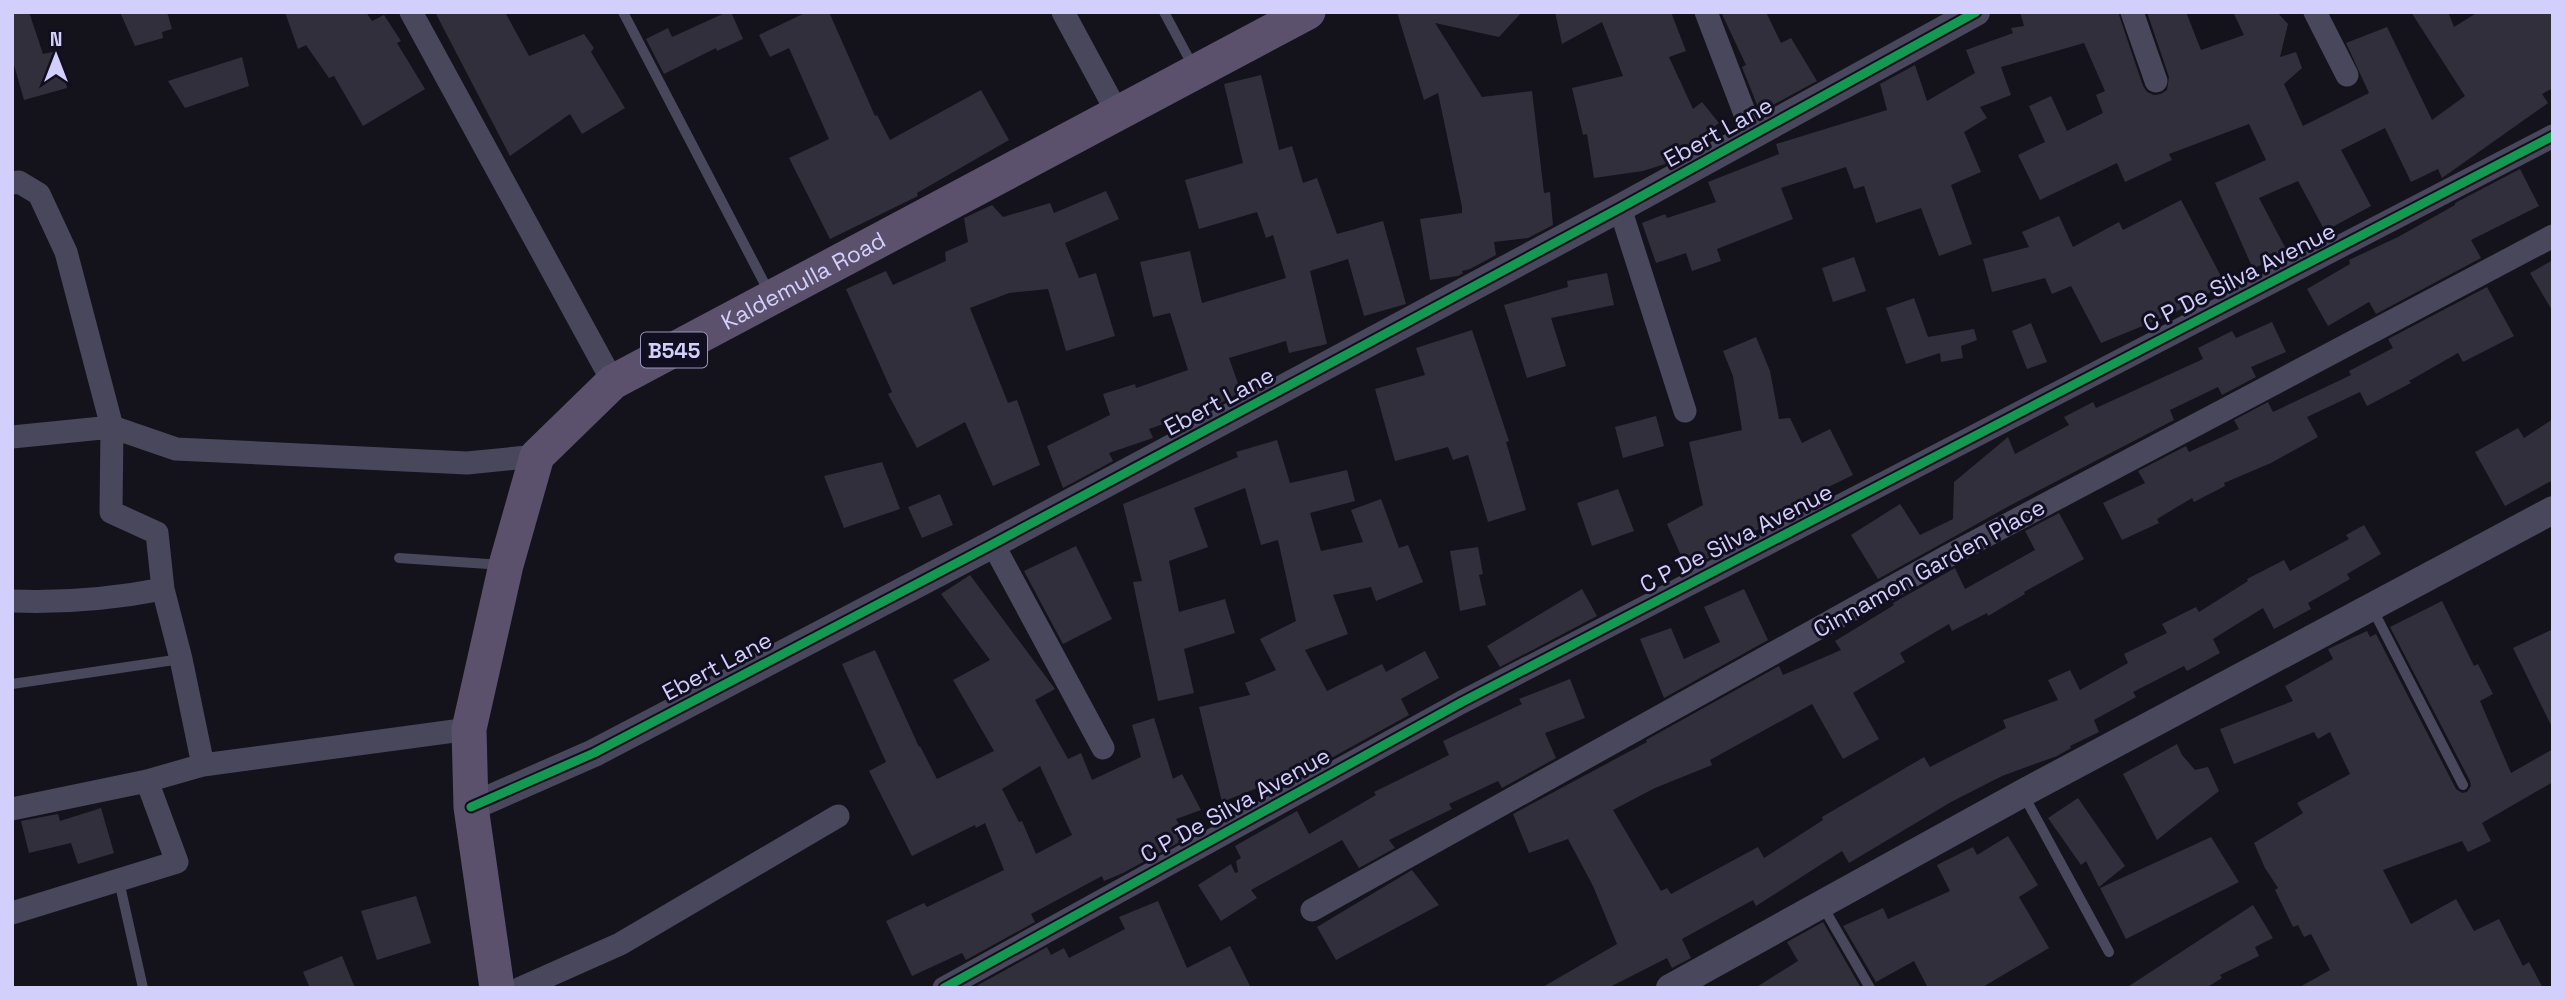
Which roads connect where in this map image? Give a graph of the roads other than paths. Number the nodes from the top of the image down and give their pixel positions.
1 (411, 12) edge
2 (623, 12) edge
3 (1063, 12) edge
4 (1164, 12) edge
5 (1308, 12) edge
6 (1706, 12) edge
7 (1976, 12) edge
8 (2132, 12) edge
9 (2315, 12) edge
10 (1196, 71) junction
11 (2347, 75) dead end
12 (2156, 81) dead end
13 (1117, 112) junction
14 (1753, 135) junction
15 (2553, 136) edge
16 (12, 183) edge
17 (1620, 208) junction
18 (2553, 236) edge
19 (772, 298) junction
20 (613, 382) junction
21 (1685, 411) dead end
22 (112, 427) junction
23 (12, 437) edge
24 (537, 456) junction
25 (2553, 510) edge
26 (993, 544) junction
27 (399, 558) dead end
28 (506, 565) junction
29 (163, 589) junction
30 (12, 601) edge
31 (2372, 608) junction
32 (181, 659) junction
33 (12, 684) edge
34 (469, 729) junction
35 (1103, 748) dead end
36 (204, 765) junction
37 (147, 781) junction
38 (2463, 785) dead end
39 (2022, 793) junction
40 (471, 807) junction
41 (12, 809) edge
42 (838, 816) dead end
43 (119, 881) junction
44 (1822, 905) junction
45 (1312, 910) dead end
46 (12, 913) edge
47 (2109, 952) dead end
48 (143, 988) edge
49 (497, 988) edge
50 (521, 988) edge
51 (944, 988) edge
52 (1670, 988) edge
53 (1870, 988) edge

1 - 20 street
2 - 19 lane
3 - 13 street
4 - 10 lane
5 - 10 main road, Kaldemulla Road / B545
6 - 14 street
7 - 14 street, Ebert Lane
8 - 12 street
9 - 11 street
10 - 13 main road, Kaldemulla Road / B545
13 - 19 main road, Kaldemulla Road / B545
14 - 17 street, Ebert Lane
15 - 51 street, C P De Silva Avenue
16 - 22 street
17 - 21 street
17 - 26 street, Ebert Lane
18 - 45 street, Cinnamon Garden Place
19 - 20 main road, Kaldemulla Road / B545
20 - 24 main road, Kaldemulla Road / B545
22 - 23 street
22 - 24 street
22 - 29 street
24 - 28 main road, Kaldemulla Road / B545
25 - 31 street
26 - 35 street
26 - 40 street, Ebert Lane
27 - 28 lane
28 - 34 main road, Kaldemulla Road / B545
29 - 30 street
29 - 32 street
31 - 38 lane
31 - 39 street
32 - 33 lane
32 - 36 street
34 - 36 street
34 - 40 main road, Kaldemulla Road / B545
36 - 37 street
37 - 41 street
37 - 43 street
39 - 44 street
39 - 47 lane
40 - 49 main road, Kaldemulla Road / B545
42 - 50 street
43 - 46 street
43 - 48 lane
44 - 52 street
44 - 53 lane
+ + + + + + +
■ DIRECTIONS FOR THIS TASK
Once every line of the material holding the word "dead" has been counted, report the total and nothing more.

■ EXERCISE SOLUTION
9